From "A Force Apart?" p121
Another constable about whom we know a little is Mounted Constable John Robert Johns who served in the Northern Territory from 1910 to 1915. Johns later returned to South Australia, where he reached the rank of Superintendent before his retirement. Born into a farming family at Hamley Bridge in 1887, Johns grew up in the country. Unlike Cowle, Johns appears to have received only a basic education, leaving school at the age of 15. Soon after completing school, he felt the urge to leave home and the next four years were spent working as a station hand in South Australia’s ninety-mile desert.
Still hankering for adventure he sought work on a railway being constructed from Port Lincoln to the South Australian inland. He obviously liked the heavy work involved on the railways because his next job was working on another new railway line, this time to Pinnaroo. After five years Johns tired of the railway life and travelled to Broken Hill where he worked as a miner for a year. These outdoor and hard working environments stood him in good stead when he became a police officer because he was able to withstand the rigours of the hard life in the bush.
He joined the South Australian Police Force in December 1908. He spent the initial year of his service in Adelaide before transferring to Wanneroo and was appointed to the Northern Territory on 21 June 1910. During his service in the Northern Territory, Johns was stationed at Darwin, Brock’s Creek and Roper Bar. He also spent lengthy periods patrolling the north-west portion of the Northern Territory and across Arnhem Land.

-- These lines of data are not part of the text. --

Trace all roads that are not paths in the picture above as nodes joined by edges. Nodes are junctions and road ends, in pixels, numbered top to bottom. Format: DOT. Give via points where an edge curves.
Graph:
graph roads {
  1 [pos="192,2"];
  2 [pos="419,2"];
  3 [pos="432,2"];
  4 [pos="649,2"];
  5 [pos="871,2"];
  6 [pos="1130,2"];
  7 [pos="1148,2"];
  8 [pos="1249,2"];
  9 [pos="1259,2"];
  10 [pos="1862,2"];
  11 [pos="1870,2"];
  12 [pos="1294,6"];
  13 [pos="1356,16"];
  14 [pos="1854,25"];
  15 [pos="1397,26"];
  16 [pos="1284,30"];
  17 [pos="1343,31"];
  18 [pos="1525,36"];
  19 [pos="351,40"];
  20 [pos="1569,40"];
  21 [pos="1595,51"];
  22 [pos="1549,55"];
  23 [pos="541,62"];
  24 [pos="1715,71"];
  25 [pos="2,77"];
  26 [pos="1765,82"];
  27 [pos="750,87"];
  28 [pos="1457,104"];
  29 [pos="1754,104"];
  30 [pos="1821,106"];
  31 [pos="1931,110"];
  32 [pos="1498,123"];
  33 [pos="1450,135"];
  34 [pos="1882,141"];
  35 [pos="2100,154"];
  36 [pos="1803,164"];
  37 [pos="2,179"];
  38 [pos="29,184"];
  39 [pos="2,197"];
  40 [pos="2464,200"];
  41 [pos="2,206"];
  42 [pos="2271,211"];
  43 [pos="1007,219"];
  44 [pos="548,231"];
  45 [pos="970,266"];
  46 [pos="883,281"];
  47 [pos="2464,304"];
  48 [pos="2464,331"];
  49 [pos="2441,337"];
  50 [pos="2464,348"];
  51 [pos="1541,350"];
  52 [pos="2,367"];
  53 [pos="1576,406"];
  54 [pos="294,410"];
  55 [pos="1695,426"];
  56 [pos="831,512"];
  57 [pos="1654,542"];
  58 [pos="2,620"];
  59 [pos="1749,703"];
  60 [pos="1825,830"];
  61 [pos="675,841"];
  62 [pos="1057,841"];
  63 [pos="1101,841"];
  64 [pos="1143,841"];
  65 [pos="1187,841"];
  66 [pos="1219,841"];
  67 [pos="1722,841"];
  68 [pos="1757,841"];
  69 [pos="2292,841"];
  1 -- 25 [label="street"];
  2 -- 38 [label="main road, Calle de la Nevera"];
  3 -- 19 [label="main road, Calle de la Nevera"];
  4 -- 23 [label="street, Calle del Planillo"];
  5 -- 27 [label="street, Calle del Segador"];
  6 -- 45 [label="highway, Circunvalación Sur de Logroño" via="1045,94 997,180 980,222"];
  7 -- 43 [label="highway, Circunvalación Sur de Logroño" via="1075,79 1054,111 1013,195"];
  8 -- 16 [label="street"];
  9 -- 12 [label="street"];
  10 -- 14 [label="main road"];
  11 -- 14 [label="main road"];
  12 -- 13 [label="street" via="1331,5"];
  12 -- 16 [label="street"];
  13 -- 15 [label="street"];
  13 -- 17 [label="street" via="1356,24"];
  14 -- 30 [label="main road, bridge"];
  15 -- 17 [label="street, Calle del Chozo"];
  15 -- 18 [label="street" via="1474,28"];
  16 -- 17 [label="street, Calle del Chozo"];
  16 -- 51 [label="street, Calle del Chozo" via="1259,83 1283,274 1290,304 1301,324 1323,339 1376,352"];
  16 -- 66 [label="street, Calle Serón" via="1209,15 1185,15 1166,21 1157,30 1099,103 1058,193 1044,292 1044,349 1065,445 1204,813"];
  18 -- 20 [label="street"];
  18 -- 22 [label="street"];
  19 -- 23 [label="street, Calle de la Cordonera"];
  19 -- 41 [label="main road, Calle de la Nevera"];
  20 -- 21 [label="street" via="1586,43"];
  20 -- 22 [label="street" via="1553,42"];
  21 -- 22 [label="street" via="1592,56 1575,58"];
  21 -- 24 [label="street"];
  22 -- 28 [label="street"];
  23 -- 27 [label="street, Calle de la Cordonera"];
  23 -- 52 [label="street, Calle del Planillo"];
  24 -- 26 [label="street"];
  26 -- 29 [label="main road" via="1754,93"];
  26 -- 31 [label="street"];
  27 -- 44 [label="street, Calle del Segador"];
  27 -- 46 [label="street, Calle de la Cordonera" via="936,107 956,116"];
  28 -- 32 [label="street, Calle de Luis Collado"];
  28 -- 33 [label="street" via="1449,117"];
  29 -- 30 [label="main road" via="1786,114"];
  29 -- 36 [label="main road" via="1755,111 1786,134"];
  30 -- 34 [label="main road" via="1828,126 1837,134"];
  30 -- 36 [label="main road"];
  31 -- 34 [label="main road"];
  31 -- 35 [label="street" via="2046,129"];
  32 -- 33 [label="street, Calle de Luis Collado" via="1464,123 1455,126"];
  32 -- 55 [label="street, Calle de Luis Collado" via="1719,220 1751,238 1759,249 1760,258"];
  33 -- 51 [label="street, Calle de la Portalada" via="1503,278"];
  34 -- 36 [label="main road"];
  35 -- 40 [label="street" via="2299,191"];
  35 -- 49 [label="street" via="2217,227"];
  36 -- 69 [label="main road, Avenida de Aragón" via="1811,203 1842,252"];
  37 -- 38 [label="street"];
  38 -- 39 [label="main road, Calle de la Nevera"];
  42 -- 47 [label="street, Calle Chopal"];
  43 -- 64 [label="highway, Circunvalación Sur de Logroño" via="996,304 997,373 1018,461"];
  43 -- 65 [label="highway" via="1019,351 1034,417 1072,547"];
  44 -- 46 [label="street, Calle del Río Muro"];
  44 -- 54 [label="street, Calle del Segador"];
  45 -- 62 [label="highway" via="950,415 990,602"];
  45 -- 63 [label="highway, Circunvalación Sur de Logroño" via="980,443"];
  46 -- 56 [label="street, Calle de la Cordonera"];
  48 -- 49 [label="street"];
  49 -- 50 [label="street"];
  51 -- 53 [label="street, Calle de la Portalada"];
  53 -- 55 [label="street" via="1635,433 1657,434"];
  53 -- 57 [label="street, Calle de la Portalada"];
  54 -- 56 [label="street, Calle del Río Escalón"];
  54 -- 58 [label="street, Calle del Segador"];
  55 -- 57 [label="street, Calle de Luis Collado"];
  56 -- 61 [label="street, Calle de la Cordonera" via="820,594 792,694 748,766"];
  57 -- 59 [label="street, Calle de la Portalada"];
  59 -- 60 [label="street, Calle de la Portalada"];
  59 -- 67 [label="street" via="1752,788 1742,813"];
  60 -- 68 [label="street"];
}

One of the more famous incidents in which he was involved was the capture of Koppio, an Indigenous Australian hanged for the murder of two Chinese. Accepting all the hardships of policing in the Northern Territory soon after the turn of the
century without demur, Johns was the quintessential ‘bush copper’, quiet, unassuming and efficient.
He returned to Adelaide in August 1915, where he served until 1947. He died in 1949, aged 63, his son believing that his death was hastened by privations suffered during his service in the Northern Territory. Reading Johns’ autobiography it does not seem that he felt he suffered many privations. Certainly, he had hankered after a life in the bush since he left school and his life in the Northern Territory appeared no worse than for many others of the same era.